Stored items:
*** Begin section ***
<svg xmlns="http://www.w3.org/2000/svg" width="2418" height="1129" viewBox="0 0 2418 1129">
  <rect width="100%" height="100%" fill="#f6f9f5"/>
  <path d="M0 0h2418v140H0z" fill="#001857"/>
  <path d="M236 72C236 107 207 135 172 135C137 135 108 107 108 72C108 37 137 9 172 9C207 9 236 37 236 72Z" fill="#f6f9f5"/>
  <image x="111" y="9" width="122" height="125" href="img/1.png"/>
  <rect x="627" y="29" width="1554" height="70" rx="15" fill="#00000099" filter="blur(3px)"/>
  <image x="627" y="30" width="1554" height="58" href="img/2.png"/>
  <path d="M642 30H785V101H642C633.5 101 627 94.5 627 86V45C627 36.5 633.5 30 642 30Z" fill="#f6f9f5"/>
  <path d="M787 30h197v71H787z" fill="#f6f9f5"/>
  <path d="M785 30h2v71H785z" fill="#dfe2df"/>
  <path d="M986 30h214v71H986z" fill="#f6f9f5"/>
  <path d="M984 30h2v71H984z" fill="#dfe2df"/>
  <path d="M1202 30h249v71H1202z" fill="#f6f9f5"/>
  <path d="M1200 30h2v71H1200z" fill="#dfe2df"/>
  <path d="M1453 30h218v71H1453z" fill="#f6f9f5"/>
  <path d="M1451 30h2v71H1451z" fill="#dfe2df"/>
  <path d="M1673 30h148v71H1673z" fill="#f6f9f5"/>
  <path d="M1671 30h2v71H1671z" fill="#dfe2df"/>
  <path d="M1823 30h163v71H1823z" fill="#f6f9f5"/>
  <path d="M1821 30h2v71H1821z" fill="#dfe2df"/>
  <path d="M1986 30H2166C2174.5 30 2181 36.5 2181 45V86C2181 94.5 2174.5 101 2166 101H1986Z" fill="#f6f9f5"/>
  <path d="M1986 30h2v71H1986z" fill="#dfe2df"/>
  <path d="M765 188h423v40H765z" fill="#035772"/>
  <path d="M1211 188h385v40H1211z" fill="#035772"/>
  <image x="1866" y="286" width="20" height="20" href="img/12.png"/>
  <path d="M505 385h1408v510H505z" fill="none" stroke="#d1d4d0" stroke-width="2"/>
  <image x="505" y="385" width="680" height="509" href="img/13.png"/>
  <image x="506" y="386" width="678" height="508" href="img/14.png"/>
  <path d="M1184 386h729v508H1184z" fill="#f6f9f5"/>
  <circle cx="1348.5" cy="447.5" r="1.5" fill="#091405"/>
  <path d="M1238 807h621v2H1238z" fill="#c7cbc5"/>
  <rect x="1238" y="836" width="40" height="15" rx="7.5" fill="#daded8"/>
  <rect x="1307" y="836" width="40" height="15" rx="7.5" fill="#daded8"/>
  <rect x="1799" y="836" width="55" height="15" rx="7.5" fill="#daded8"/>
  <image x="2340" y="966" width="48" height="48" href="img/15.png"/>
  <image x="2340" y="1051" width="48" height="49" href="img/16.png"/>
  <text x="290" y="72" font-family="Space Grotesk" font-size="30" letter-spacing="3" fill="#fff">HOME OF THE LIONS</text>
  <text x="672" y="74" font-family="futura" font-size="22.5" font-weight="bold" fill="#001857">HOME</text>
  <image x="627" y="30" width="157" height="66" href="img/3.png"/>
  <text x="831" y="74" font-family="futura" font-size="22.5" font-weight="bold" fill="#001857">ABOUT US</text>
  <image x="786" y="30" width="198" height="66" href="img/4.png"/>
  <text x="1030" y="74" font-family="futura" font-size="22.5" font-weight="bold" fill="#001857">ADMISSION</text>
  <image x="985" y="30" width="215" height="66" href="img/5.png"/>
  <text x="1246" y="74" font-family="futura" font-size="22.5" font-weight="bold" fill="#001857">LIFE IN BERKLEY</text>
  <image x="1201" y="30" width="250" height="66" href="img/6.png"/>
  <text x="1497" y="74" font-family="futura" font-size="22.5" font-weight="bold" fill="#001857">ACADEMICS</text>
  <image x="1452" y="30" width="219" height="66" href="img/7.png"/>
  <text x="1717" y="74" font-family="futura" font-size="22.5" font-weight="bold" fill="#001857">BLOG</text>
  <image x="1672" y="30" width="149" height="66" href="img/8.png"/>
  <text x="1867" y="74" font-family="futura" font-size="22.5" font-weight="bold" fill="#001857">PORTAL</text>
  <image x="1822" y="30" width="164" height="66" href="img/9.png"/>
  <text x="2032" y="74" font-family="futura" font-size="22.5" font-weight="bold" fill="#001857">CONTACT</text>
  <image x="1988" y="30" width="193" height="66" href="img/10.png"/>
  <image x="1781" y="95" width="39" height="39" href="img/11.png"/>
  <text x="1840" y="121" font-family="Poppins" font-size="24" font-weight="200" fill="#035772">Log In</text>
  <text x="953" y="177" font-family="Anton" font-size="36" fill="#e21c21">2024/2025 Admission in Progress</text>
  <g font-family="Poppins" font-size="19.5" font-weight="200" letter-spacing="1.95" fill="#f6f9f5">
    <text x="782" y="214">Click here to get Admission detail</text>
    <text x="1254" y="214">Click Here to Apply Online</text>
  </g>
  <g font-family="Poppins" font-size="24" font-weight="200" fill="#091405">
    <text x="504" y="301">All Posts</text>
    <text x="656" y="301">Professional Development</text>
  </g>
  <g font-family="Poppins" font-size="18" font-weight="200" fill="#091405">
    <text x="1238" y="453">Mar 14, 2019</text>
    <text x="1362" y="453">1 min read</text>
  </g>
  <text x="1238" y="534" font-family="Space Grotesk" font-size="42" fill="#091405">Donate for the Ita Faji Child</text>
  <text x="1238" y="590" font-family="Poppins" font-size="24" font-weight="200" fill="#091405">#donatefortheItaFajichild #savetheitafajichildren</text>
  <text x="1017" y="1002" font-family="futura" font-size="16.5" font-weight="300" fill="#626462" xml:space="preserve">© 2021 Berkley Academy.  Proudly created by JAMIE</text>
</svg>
*** End section ***
- Task requirements:
Copy every line where the word "HOME" is present in the entries above.

- Result of this exercise:
  <text x="290" y="72" font-family="Space Grotesk" font-size="30" letter-spacing="3" fill="#fff">HOME OF THE LIONS</text>
  <text x="672" y="74" font-family="futura" font-size="22.5" font-weight="bold" fill="#001857">HOME</text>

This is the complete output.